Гонорар, полученный Пушкиным за 600 «мелких стихов», открыл новую эпоху в истории русской литературы. Это был триумф для писателей, для всей нарождавшейся интеллигенции, которой предстояло еще создать то, что Вяземский метко назвал умственной промышленностью. Пушкин и тут проложил новые пути, закладывая основу материальной независимости писателей, без которой слабым людям трудно бывает сохранить независимость духовную. Для него самого это было волшебной переменой. Полоса безденежья, а в особенности денежной запутанности не раз возвращается и в его позднейшей жизни. Но в Одессе он нашел свой промысел, убедился, что можно жить пером, что «не продается вдохновенье, но можно рукопись продать».
Через несколько недель после получения гонорара за «Фонтан» Пушкин весело писал Вяземскому: «Слёнин предлагает мне за Онегина, сколько я хочу. Какова Русь, да она в самом деле в Европе, а я думал, что это ошибка географов. Дело стало за цензурой, а я не шучу, потому что дело идет о будущей судьбе моей, о независимости – мне необходимой» (апрель 1824 г.).
Пушкин был не только поэтом, но и общественным деятелем, его личное поведение, его мысли, чувства и поступки, требования, которые он предъявлял к себе и к обществу, внесли огромное изменение в положение русских писателей. Он был не один. Одновременно с ним Россия выплеснула из недр народных целую плеяду даровитых, блестящих поэтов и писателей. Пушкин ощущал их талантливость, был искренно счастлив каждым их проявлением. Но впереди шел он. Он наложил на эпоху горящий знак своего гения, своего ума, своих нравственных запросов.

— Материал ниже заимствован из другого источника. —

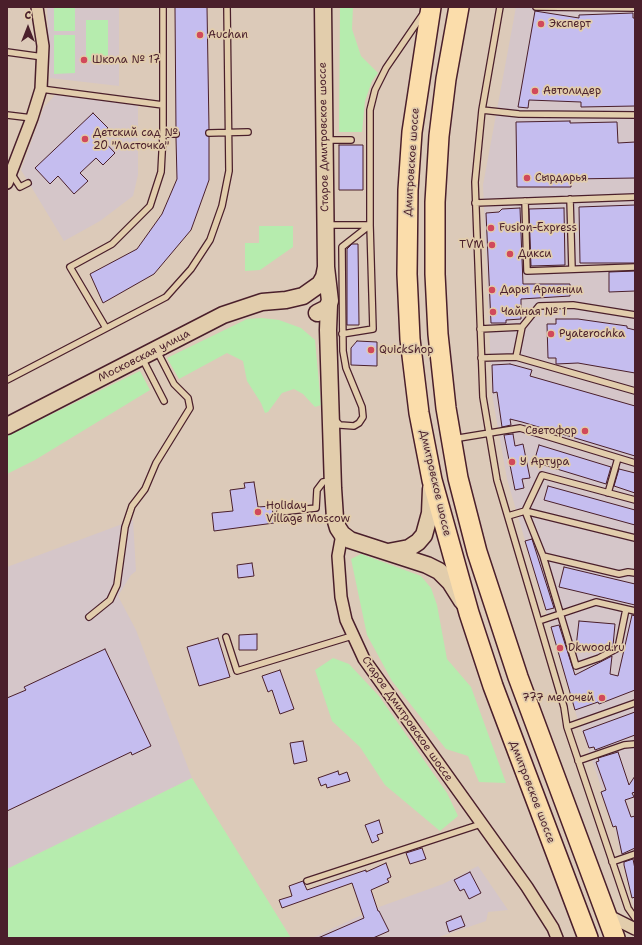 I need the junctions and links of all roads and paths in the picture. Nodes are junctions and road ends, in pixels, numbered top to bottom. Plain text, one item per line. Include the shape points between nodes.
1 (37, 7) edge
2 (163, 7) edge
3 (227, 7) edge
4 (323, 7) edge
5 (431, 7) edge
6 (459, 7) edge
7 (500, 7) edge
8 (536, 7) edge
9 (635, 8) edge
10 (7, 52) edge
11 (43, 57) junction
12 (41, 89) junction
13 (163, 105) junction
14 (482, 110) junction
15 (7, 115) edge
16 (635, 116) edge
17 (32, 118) junction
18 (248, 132) dead end
19 (209, 133) dead end
20 (229, 133) junction
21 (163, 134) junction
22 (176, 134) dead end
23 (324, 140) junction
24 (351, 140) dead end
25 (9, 178) edge
26 (28, 183) dead end
27 (635, 197) edge
28 (570, 200) junction
29 (525, 201) junction
30 (475, 203) junction
31 (370, 225) junction
32 (325, 226) junction
33 (635, 267) edge
34 (572, 269) junction
35 (318, 300) junction
36 (635, 315) edge
37 (522, 327) junction
38 (106, 328) junction
39 (480, 329) junction
40 (335, 332) junction
41 (157, 350) junction
42 (516, 357) junction
43 (142, 358) junction
44 (481, 358) junction
45 (7, 380) edge
46 (635, 391) edge
47 (164, 401) dead end
48 (330, 406) junction
49 (7, 426) edge
50 (489, 433) junction
51 (451, 440) junction
52 (618, 458) junction
53 (635, 463) edge
54 (333, 480) junction
55 (432, 480) junction
56 (608, 493) junction
57 (635, 500) edge
58 (525, 511) junction
59 (280, 512) dead end
60 (508, 516) junction
61 (342, 534) junction
62 (635, 538) edge
63 (384, 552) junction
64 (543, 556) junction
65 (635, 573) edge
66 (626, 609) junction
67 (635, 611) edge
68 (469, 613) junction
69 (560, 614) junction
70 (89, 617) dead end
71 (539, 621) junction
72 (352, 636) junction
73 (226, 637) dead end
74 (635, 703) edge
75 (567, 727) junction
76 (635, 744) edge
77 (578, 761) junction
78 (482, 824) junction
79 (635, 854) edge
80 (612, 862) junction
81 (307, 881) dead end
82 (606, 915) junction
83 (635, 918) edge
84 (635, 929) edge
85 (557, 938) edge
86 (588, 938) edge
87 (615, 938) edge

1 - 11 street
2 - 13 lane
3 - 20 lane
4 - 23 main road, Старое Дмитровское шоссе
5 - 31 lane via 423,14 386,68 375,90 370,110
5 - 55 highway, Дмитровское шоссе via 412,132 407,274 410,339 418,413
6 - 51 highway via 442,114 435,202 434,274 438,334
7 - 14 lane
8 - 9 lane
10 - 11 lane
11 - 12 street
12 - 13 lane
12 - 17 street
13 - 21 lane
14 - 16 lane via 519,114
14 - 30 lane
15 - 17 lane
17 - 25 street
18 - 20 lane
19 - 20 lane
20 - 38 lane via 230,170 222,206 210,240 191,269 166,297
21 - 22 lane
21 - 38 lane via 161,172 150,206 112,244 70,267
23 - 24 lane
23 - 32 main road, Старое Дмитровское шоссе
25 - 26 lane via 20,187
27 - 28 lane
28 - 29 lane
28 - 34 lane
29 - 30 lane
29 - 34 lane via 527,271
30 - 39 lane
31 - 32 lane
31 - 40 lane via 342,247
31 - 40 lane via 373,329
32 - 35 main road, Старое Дмитровское шоссе via 326,267
33 - 34 lane
35 - 40 main road via 325,321
35 - 41 main road, Московская улица via 262,302 243,307
36 - 37 lane via 572,305 539,306
37 - 39 lane
37 - 42 lane
38 - 45 lane
39 - 44 lane
40 - 48 main road
40 - 48 lane via 362,407 363,417 354,426 340,425 334,419
41 - 43 main road, Московская улица
41 - 70 lane via 174,384 188,398 190,408 156,463 145,489 132,506 125,527 117,585 113,595
42 - 44 lane
42 - 46 lane
43 - 47 lane
43 - 49 main road, Московская улица
44 - 50 lane via 483,397
48 - 54 main road
50 - 51 lane
50 - 52 lane via 520,428
50 - 60 lane via 497,480
51 - 82 highway via 477,552 518,677
52 - 53 lane
52 - 56 lane
54 - 59 lane via 323,482 317,490 316,508
54 - 61 main road via 335,518
55 - 63 main road via 430,513 424,535 409,548
55 - 68 highway, Дмитровское шоссе
56 - 57 lane
56 - 58 lane via 542,475
58 - 60 lane
58 - 62 lane
58 - 64 lane
60 - 71 lane
61 - 63 main road via 350,540
61 - 72 street, Старое Дмитровское шоссе via 338,556 341,597
63 - 68 main road via 439,571 450,582
64 - 65 lane via 619,574
64 - 69 lane
66 - 67 lane
66 - 69 lane via 596,602
66 - 69 lane via 618,648 576,666
68 - 86 highway, Дмитровское шоссе via 496,693
69 - 71 lane
71 - 75 lane via 564,707
72 - 73 lane via 237,671
72 - 78 street, Старое Дмитровское шоссе via 364,659
74 - 75 lane
75 - 77 lane
76 - 77 lane via 624,745
77 - 80 lane
78 - 81 lane
78 - 85 street, Старое Дмитровское шоссе via 527,887
79 - 80 lane
80 - 83 lane via 628,908
82 - 84 street
82 - 87 highway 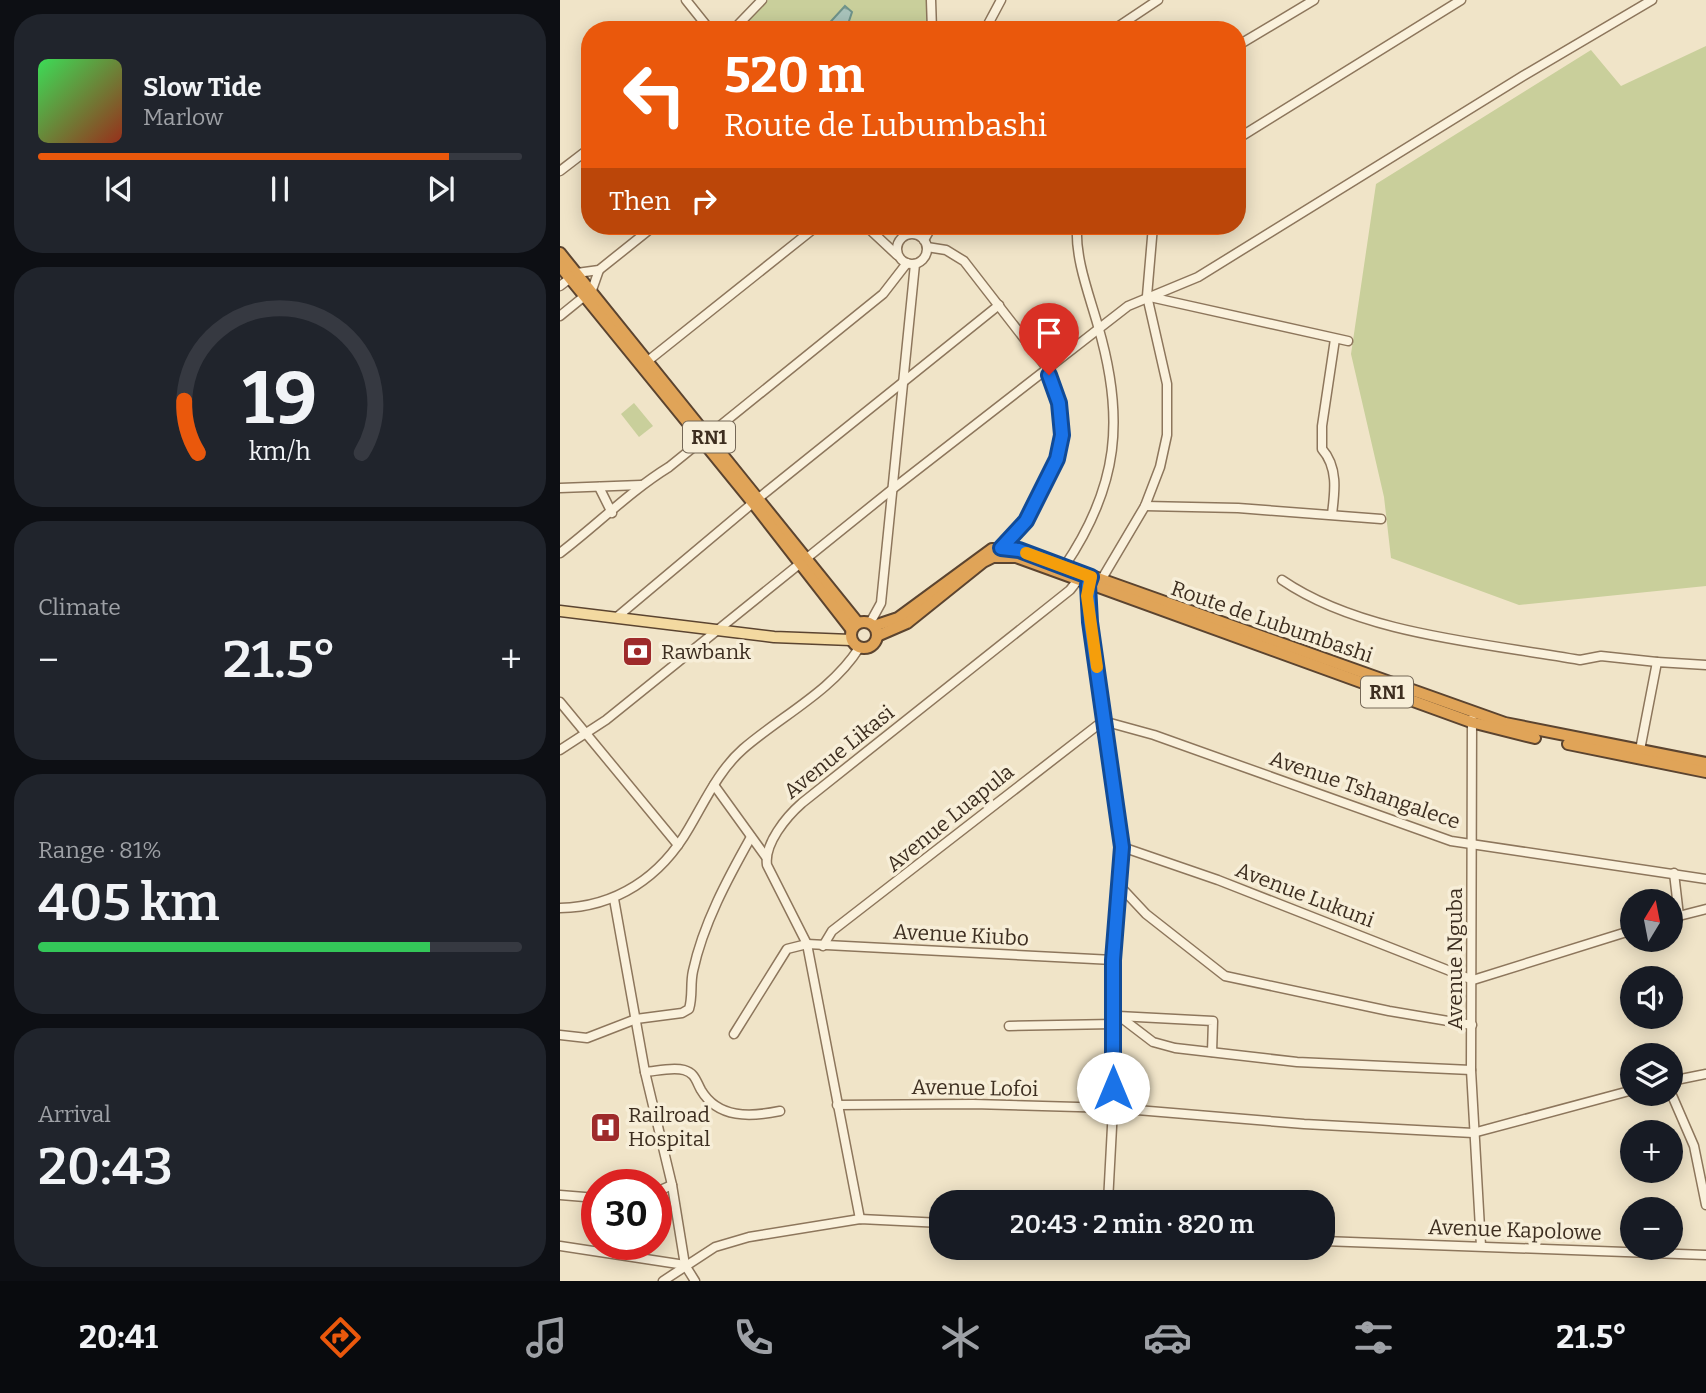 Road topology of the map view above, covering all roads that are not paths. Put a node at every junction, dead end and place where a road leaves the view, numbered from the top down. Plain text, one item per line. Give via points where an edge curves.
1 (686, 0) edge
2 (762, 0) edge
3 (931, 0) edge
4 (1001, 0) edge
5 (1157, 0) edge
6 (1314, 0) edge
7 (1461, 0) edge
8 (1652, 0) edge
9 (703, 21) edge
10 (742, 21) edge
11 (932, 21) edge
12 (990, 21) edge
13 (1126, 21) edge
14 (1246, 41) edge
15 (1246, 133) edge
16 (581, 155) edge
17 (560, 172) edge
18 (643, 235) edge
19 (806, 235) edge
20 (876, 235) edge
21 (907, 235) edge
22 (1078, 235) edge
23 (1152, 235) edge
24 (922, 237) edge
25 (560, 253) edge
26 (907, 262) junction
27 (560, 266) edge
28 (599, 270) junction
29 (574, 276) junction
30 (560, 286) edge
31 (588, 293) junction
32 (1147, 296) junction
33 (999, 305) junction
34 (560, 316) edge
35 (1099, 328) junction
36 (1335, 339) junction
37 (1348, 341) dead end
38 (645, 363) junction
39 (1047, 368) junction
40 (902, 383) junction
41 (705, 438) junction
42 (641, 485) junction
43 (599, 487) junction
44 (560, 488) edge
45 (890, 491) junction
46 (757, 500) junction
47 (1144, 506) junction
48 (612, 513) junction
49 (1332, 514) junction
50 (1381, 519) dead end
51 (997, 552) junction
52 (560, 554) edge
53 (805, 560) junction
54 (1064, 566) junction
55 (1282, 580) dead end
56 (1091, 583) junction
57 (560, 611) edge
58 (617, 617) junction
59 (719, 631) junction
60 (863, 632) junction
61 (1657, 662) junction
62 (1706, 665) edge
63 (560, 702) edge
64 (1472, 717) junction
65 (1102, 721) junction
66 (586, 734) junction
67 (560, 750) edge
68 (1639, 754) junction
69 (1706, 763) edge
70 (1706, 772) edge
71 (714, 785) junction
72 (751, 837) junction
73 (1473, 843) junction
74 (678, 845) junction
75 (1122, 847) junction
76 (766, 857) junction
77 (1674, 873) junction
78 (1706, 879) edge
79 (1117, 888) junction
80 (1674, 889) edge
81 (614, 900) junction
82 (560, 908) edge
83 (1706, 909) edge
84 (1684, 915) edge
85 (1620, 934) edge
86 (807, 944) junction
87 (823, 946) junction
88 (1113, 960) junction
89 (1473, 980) junction
90 (636, 1018) junction
91 (1116, 1018) junction
92 (1472, 1025) junction
93 (1009, 1026) dead end
94 (733, 1034) dead end
95 (560, 1035) edge
96 (1212, 1052) junction
97 (1471, 1070) junction
98 (645, 1072) junction
99 (1706, 1074) edge
100 (1683, 1079) edge
101 (1620, 1093) edge
102 (837, 1105) junction
103 (1676, 1106) edge
104 (1113, 1108) junction
105 (780, 1111) dead end
106 (1473, 1132) junction
107 (668, 1169) edge
108 (672, 1185) edge
109 (1109, 1190) edge
110 (560, 1195) edge
111 (581, 1197) edge
112 (1706, 1205) edge
113 (860, 1219) junction
114 (929, 1222) edge
115 (1335, 1241) edge
116 (560, 1246) edge
117 (1480, 1246) junction
118 (1706, 1255) edge
119 (685, 1265) junction
120 (663, 1281) edge
121 (695, 1281) edge

1 - 9 street
2 - 10 street
3 - 11 street
4 - 12 street
5 - 13 street
6 - 14 street
7 - 15 street
8 - 32 street via 1198,278
16 - 17 street
18 - 28 street
19 - 38 street
20 - 26 street
21 - 26 street via 897,251
22 - 35 street
23 - 32 street, Avenue Likasi
24 - 26 street via 924,258
24 - 33 street via 964,261
25 - 29 highway, RN1
26 - 40 street
26 - 41 street via 883,294
27 - 29 highway, RN1
28 - 29 street
28 - 31 street
29 - 30 street
29 - 31 highway, RN1
31 - 34 street
31 - 38 highway, RN1
32 - 35 street
32 - 36 street
32 - 47 street, Avenue Likasi via 1167,384 1167,435
33 - 39 street
33 - 40 street
35 - 39 street
35 - 54 street via 1111,377 1115,443 1091,520
36 - 37 street
36 - 49 street via 1321,426 1322,449 1330,458 1334,479
38 - 41 highway, RN1
39 - 45 street
39 - 51 street via 1060,414 1057,459 1026,521
40 - 45 street
40 - 46 street
41 - 42 street
41 - 46 highway, RN1
42 - 43 street
42 - 48 street
43 - 44 street
43 - 48 street
45 - 53 street
45 - 60 street via 881,603
46 - 53 highway, RN1
46 - 58 street
47 - 49 street
47 - 56 street, Avenue Likasi via 1132,531
48 - 52 street
49 - 50 street
51 - 54 highway, Route de Lubumbashi / RN1 via 1019,550
51 - 56 highway, Route de Lubumbashi / RN1
51 - 60 highway via 907,623
53 - 59 street
53 - 60 highway, RN1
54 - 56 highway, Route de Lubumbashi / RN1
55 - 61 street via 1313,599 1415,634 1580,660 1601,656
56 - 64 highway, Route de Lubumbashi / RN1
56 - 65 street
56 - 76 street, Avenue Likasi via 1070,590 802,803 783,825
57 - 58 main road
58 - 59 main road
59 - 60 main road via 806,639
59 - 66 street
60 - 71 street via 840,673 742,749
61 - 62 street
61 - 68 street
63 - 66 street
64 - 68 highway, Route de Lubumbashi / RN1
64 - 73 street, Avenue Nguba
65 - 73 street, Avenue Tshangalece via 1154,735 1451,841
65 - 75 street
65 - 87 street, Avenue Luapula via 832,932
66 - 67 street
66 - 74 street
68 - 69 highway, Route de Lubumbashi / RN1
68 - 70 highway, Route de Lubumbashi / RN1
71 - 72 street
71 - 74 street
72 - 76 street
72 - 90 street via 710,920 692,973 689,1009
73 - 77 street, Avenue Tshangalece
73 - 89 street, Avenue Nguba
74 - 81 street via 635,888
75 - 79 street
75 - 89 street, Avenue Lukuni
76 - 86 street
77 - 78 street, Avenue Tshangalece
77 - 80 street
79 - 88 street
79 - 92 street via 1225,976
81 - 82 street
81 - 90 street
83 - 84 street
85 - 89 street
86 - 87 street, Avenue Kiubo
86 - 94 street via 788,949
86 - 102 street
87 - 88 street, Avenue Kiubo
88 - 91 street
89 - 92 street, Avenue Nguba
90 - 95 street via 587,1038
90 - 98 street
91 - 93 street
91 - 96 street via 1153,1042
91 - 96 street via 1213,1021
91 - 104 street
92 - 97 street, Avenue Nguba
96 - 97 street via 1297,1062
97 - 106 street, Avenue Nguba
98 - 105 street via 685,1070 694,1075 712,1105 723,1111 754,1117
98 - 107 street
99 - 100 street
101 - 106 street, Avenue Lofoi
102 - 104 street, Avenue Lofoi
102 - 113 street
103 - 112 street via 1694,1146
104 - 106 street, Avenue Lofoi
104 - 109 street
106 - 117 street, Avenue Nguba
108 - 119 street
110 - 111 street
113 - 114 street
113 - 119 street via 749,1237 715,1247
115 - 117 street, Avenue Kapolowe
116 - 119 street
117 - 118 street, Avenue Kapolowe
119 - 120 street
119 - 121 street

Поплатившись за стихи крутой высылкой на юг, лишенный свободы передвижения «ссылочный невольник» не мог не задуматься над положением писателей. Эти мысли сказались в его стихах, переплелись с родственным обликом Овидия, но главным образом дошли до нас в его письмах с юга. Пушкина, как его литературных собратьев в Москве и Петербурге, бесила цензура. Зимой 1822/23 года Вяземский хотел подать официальное прошение с жалобой на цензора А. И. Красовского, не пропускавшего его статьи. Тургенев старался его отговорить. Вяземский злился, кипел, сыпал остротами: «Как же мне назвать, как не прошением? Je ne puis pas cependant lui envoyer un cartel[66]… Могу доложить министру, что собственность ума – также собственность, коею пользоваться можно, соглашаясь с существующими постановлениями и узаконениями. Я хлопочу… чтобы показать, что цензура у нас руководствуется нелепыми причудами…» (июнь 1823 г.).